PROBLEM TO WORK ON: Please repeat the listing below in its entirety, exactly.

DATA TO EXAMINE:
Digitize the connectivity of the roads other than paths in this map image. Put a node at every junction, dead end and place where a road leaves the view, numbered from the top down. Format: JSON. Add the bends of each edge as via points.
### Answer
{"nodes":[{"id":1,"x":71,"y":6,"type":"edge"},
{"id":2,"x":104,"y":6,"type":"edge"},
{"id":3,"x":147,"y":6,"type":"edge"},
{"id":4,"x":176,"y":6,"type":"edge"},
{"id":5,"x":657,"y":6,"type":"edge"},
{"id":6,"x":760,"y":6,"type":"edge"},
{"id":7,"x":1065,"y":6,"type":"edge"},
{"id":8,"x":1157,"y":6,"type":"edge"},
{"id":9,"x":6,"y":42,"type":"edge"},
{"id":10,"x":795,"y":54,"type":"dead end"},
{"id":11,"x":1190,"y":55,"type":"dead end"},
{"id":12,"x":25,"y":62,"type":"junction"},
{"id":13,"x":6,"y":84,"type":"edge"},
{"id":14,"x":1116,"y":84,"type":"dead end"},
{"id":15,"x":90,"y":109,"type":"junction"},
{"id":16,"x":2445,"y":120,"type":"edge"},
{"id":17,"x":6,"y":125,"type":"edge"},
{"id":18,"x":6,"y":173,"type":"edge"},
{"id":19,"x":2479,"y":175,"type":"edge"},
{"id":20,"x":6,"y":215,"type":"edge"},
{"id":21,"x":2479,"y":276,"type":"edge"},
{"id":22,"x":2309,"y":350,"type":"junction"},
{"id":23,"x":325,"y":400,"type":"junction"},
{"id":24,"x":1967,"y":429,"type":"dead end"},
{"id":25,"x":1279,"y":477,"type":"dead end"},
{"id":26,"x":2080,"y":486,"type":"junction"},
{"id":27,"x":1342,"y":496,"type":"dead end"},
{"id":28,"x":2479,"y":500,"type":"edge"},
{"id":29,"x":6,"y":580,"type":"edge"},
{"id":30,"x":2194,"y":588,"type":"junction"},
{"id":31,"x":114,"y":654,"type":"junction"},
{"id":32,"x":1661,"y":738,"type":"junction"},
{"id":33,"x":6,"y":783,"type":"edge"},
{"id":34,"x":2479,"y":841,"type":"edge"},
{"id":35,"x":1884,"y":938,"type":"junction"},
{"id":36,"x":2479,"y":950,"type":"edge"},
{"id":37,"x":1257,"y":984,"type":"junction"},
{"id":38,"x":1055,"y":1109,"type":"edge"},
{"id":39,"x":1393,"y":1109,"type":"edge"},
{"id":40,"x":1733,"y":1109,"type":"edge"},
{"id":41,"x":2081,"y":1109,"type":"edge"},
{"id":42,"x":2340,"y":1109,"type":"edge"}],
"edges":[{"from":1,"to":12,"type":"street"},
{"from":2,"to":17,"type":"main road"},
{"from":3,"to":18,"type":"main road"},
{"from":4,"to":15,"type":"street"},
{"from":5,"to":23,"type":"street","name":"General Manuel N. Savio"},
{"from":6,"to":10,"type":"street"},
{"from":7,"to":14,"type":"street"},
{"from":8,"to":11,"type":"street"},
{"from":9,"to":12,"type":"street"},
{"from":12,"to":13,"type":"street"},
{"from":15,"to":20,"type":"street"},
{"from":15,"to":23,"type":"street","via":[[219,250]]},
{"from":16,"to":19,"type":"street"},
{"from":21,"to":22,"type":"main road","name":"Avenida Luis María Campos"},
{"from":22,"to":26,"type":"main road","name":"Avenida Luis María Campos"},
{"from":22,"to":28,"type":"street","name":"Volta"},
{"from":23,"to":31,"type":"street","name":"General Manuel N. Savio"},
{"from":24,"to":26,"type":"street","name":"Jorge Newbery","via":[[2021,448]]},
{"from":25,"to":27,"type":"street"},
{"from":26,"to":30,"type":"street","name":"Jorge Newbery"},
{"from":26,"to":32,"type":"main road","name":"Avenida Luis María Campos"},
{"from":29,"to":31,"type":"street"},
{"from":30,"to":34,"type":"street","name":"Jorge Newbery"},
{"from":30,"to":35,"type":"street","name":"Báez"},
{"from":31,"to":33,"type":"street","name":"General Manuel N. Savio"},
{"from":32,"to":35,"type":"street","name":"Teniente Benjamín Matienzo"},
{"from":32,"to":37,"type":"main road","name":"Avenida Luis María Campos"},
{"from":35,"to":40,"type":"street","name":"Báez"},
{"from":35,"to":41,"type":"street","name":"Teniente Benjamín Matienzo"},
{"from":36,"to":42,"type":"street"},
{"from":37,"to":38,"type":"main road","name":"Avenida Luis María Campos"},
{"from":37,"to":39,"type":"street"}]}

RESPONSE:
Digitize the connectivity of the roads other than paths in this map image. Put a node at every junction, dead end and place where a road leaves the view, numbered from the top down. Format: JSON. Add the bends of each edge as via points.
### Answer
{"nodes":[{"id":1,"x":71,"y":6,"type":"edge"},
{"id":2,"x":104,"y":6,"type":"edge"},
{"id":3,"x":147,"y":6,"type":"edge"},
{"id":4,"x":176,"y":6,"type":"edge"},
{"id":5,"x":657,"y":6,"type":"edge"},
{"id":6,"x":760,"y":6,"type":"edge"},
{"id":7,"x":1065,"y":6,"type":"edge"},
{"id":8,"x":1157,"y":6,"type":"edge"},
{"id":9,"x":6,"y":42,"type":"edge"},
{"id":10,"x":795,"y":54,"type":"dead end"},
{"id":11,"x":1190,"y":55,"type":"dead end"},
{"id":12,"x":25,"y":62,"type":"junction"},
{"id":13,"x":6,"y":84,"type":"edge"},
{"id":14,"x":1116,"y":84,"type":"dead end"},
{"id":15,"x":90,"y":109,"type":"junction"},
{"id":16,"x":2445,"y":120,"type":"edge"},
{"id":17,"x":6,"y":125,"type":"edge"},
{"id":18,"x":6,"y":173,"type":"edge"},
{"id":19,"x":2479,"y":175,"type":"edge"},
{"id":20,"x":6,"y":215,"type":"edge"},
{"id":21,"x":2479,"y":276,"type":"edge"},
{"id":22,"x":2309,"y":350,"type":"junction"},
{"id":23,"x":325,"y":400,"type":"junction"},
{"id":24,"x":1967,"y":429,"type":"dead end"},
{"id":25,"x":1279,"y":477,"type":"dead end"},
{"id":26,"x":2080,"y":486,"type":"junction"},
{"id":27,"x":1342,"y":496,"type":"dead end"},
{"id":28,"x":2479,"y":500,"type":"edge"},
{"id":29,"x":6,"y":580,"type":"edge"},
{"id":30,"x":2194,"y":588,"type":"junction"},
{"id":31,"x":114,"y":654,"type":"junction"},
{"id":32,"x":1661,"y":738,"type":"junction"},
{"id":33,"x":6,"y":783,"type":"edge"},
{"id":34,"x":2479,"y":841,"type":"edge"},
{"id":35,"x":1884,"y":938,"type":"junction"},
{"id":36,"x":2479,"y":950,"type":"edge"},
{"id":37,"x":1257,"y":984,"type":"junction"},
{"id":38,"x":1055,"y":1109,"type":"edge"},
{"id":39,"x":1393,"y":1109,"type":"edge"},
{"id":40,"x":1733,"y":1109,"type":"edge"},
{"id":41,"x":2081,"y":1109,"type":"edge"},
{"id":42,"x":2340,"y":1109,"type":"edge"}],
"edges":[{"from":1,"to":12,"type":"street"},
{"from":2,"to":17,"type":"main road"},
{"from":3,"to":18,"type":"main road"},
{"from":4,"to":15,"type":"street"},
{"from":5,"to":23,"type":"street","name":"General Manuel N. Savio"},
{"from":6,"to":10,"type":"street"},
{"from":7,"to":14,"type":"street"},
{"from":8,"to":11,"type":"street"},
{"from":9,"to":12,"type":"street"},
{"from":12,"to":13,"type":"street"},
{"from":15,"to":20,"type":"street"},
{"from":15,"to":23,"type":"street","via":[[219,250]]},
{"from":16,"to":19,"type":"street"},
{"from":21,"to":22,"type":"main road","name":"Avenida Luis María Campos"},
{"from":22,"to":26,"type":"main road","name":"Avenida Luis María Campos"},
{"from":22,"to":28,"type":"street","name":"Volta"},
{"from":23,"to":31,"type":"street","name":"General Manuel N. Savio"},
{"from":24,"to":26,"type":"street","name":"Jorge Newbery","via":[[2021,448]]},
{"from":25,"to":27,"type":"street"},
{"from":26,"to":30,"type":"street","name":"Jorge Newbery"},
{"from":26,"to":32,"type":"main road","name":"Avenida Luis María Campos"},
{"from":29,"to":31,"type":"street"},
{"from":30,"to":34,"type":"street","name":"Jorge Newbery"},
{"from":30,"to":35,"type":"street","name":"Báez"},
{"from":31,"to":33,"type":"street","name":"General Manuel N. Savio"},
{"from":32,"to":35,"type":"street","name":"Teniente Benjamín Matienzo"},
{"from":32,"to":37,"type":"main road","name":"Avenida Luis María Campos"},
{"from":35,"to":40,"type":"street","name":"Báez"},
{"from":35,"to":41,"type":"street","name":"Teniente Benjamín Matienzo"},
{"from":36,"to":42,"type":"street"},
{"from":37,"to":38,"type":"main road","name":"Avenida Luis María Campos"},
{"from":37,"to":39,"type":"street"}]}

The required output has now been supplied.